### What the task requires
Copy each line of the following data that contains "above".

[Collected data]
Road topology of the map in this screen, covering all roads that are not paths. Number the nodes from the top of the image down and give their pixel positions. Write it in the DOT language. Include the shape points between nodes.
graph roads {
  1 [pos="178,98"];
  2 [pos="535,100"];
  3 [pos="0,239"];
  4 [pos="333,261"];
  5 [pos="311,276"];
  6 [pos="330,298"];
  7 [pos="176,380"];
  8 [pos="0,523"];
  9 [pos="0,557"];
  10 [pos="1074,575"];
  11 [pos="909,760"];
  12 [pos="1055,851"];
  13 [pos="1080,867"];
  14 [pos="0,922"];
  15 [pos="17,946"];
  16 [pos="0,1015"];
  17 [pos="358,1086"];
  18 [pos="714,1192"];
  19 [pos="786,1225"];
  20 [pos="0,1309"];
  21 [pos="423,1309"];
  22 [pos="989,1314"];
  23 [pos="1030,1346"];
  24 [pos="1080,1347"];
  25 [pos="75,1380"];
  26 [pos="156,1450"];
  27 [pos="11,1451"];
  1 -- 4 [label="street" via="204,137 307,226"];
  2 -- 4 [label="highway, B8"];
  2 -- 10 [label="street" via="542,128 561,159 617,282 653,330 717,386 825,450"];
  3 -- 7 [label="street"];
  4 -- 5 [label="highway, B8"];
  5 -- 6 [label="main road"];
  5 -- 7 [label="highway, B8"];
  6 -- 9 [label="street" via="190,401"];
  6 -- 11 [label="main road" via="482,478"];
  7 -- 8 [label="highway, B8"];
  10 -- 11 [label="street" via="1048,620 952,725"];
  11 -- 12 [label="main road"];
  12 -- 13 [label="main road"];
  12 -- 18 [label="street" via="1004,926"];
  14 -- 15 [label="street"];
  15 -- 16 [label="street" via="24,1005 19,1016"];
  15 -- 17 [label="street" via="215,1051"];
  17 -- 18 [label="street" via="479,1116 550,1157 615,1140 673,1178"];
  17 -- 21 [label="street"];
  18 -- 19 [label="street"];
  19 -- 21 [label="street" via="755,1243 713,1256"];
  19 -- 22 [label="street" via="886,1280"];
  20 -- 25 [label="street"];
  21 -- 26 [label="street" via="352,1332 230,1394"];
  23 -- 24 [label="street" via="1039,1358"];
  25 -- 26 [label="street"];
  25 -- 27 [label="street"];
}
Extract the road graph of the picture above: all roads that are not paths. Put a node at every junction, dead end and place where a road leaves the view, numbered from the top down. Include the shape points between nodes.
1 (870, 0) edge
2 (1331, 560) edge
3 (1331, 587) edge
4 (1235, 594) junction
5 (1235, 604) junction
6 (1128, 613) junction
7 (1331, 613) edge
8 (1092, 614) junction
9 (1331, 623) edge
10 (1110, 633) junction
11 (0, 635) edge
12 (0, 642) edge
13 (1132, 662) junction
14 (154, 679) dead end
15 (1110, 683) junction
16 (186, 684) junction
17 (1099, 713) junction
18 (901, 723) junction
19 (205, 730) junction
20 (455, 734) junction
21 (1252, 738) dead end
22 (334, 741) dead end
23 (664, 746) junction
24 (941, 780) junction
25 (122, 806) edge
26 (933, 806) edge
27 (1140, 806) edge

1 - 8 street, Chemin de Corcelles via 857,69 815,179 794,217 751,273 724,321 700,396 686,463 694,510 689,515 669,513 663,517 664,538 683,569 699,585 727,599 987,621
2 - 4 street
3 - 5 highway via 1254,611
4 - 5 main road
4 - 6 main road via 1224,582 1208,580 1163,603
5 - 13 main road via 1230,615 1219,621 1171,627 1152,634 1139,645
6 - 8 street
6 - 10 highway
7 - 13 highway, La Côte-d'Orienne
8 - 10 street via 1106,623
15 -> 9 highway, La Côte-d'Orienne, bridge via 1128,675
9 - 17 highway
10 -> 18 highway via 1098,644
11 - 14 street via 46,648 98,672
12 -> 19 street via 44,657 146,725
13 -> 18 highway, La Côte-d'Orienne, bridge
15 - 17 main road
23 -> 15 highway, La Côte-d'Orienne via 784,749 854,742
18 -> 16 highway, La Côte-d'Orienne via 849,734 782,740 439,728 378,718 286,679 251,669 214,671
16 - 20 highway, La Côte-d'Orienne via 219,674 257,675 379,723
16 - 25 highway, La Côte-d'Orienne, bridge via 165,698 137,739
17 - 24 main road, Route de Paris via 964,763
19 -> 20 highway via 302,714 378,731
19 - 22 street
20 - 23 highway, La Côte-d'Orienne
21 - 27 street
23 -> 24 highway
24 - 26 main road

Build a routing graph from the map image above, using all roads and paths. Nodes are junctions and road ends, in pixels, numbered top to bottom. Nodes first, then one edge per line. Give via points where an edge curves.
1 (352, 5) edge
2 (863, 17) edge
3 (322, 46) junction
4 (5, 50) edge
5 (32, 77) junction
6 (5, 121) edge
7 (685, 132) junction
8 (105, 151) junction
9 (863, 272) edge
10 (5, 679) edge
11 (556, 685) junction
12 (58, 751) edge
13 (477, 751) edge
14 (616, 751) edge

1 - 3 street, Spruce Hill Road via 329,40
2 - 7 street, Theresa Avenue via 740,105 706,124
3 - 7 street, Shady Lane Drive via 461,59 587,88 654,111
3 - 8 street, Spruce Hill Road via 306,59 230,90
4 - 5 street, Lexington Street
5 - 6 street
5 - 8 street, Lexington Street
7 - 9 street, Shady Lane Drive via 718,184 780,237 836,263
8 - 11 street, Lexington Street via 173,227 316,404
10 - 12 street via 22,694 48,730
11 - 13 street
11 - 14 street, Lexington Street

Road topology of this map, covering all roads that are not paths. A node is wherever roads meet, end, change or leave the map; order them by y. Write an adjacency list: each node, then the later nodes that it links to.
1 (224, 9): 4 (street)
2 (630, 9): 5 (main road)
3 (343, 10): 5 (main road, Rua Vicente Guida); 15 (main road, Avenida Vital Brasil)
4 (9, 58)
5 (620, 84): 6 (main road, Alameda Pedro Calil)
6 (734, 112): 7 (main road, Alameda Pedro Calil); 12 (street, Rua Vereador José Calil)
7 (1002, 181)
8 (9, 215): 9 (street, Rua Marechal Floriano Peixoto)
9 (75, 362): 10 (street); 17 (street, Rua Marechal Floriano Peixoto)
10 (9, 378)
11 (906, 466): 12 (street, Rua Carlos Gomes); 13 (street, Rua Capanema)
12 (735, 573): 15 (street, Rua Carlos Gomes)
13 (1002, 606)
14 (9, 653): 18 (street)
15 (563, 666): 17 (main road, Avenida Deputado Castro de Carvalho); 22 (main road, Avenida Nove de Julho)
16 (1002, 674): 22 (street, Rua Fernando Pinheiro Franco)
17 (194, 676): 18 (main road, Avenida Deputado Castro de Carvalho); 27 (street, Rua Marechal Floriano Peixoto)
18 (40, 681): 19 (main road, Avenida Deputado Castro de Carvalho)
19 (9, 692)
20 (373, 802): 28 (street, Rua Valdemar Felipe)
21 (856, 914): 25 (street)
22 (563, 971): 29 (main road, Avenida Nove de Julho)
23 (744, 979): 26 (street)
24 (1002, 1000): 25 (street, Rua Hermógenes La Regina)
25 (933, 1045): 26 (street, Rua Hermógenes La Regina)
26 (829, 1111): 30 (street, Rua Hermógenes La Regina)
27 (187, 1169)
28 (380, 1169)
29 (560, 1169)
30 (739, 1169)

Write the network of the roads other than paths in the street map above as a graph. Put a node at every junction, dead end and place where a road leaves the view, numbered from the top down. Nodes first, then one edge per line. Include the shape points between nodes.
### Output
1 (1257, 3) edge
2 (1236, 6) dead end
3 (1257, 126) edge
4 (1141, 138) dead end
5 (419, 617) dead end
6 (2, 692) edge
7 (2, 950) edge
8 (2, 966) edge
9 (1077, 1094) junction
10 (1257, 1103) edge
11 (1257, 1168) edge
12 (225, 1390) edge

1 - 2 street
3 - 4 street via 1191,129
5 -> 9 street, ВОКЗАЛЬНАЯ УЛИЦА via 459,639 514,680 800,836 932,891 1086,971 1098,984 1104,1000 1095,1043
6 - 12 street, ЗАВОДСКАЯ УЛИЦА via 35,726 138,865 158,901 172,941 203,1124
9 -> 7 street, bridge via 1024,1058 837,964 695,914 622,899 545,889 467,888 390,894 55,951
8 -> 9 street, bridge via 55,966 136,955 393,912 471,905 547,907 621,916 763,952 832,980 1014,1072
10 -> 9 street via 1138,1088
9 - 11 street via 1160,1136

### Expected answer
Extract the road graph of the picture above: all roads that are not paths. Put a node at every junction, dead end and place where a road leaves the view, numbered from the top down. Include the shape points between nodes.
Build a routing graph from the map image above, using all roads and paths. Nodes are junctions and road ends, in pixels, numbered top to bottom. Nodes first, then one edge per line. Give via points where an edge curves.
Write the network of the roads other than paths in the street map above as a graph. Put a node at every junction, dead end and place where a road leaves the view, numbered from the top down. Nodes first, then one edge per line. Include the shape points between nodes.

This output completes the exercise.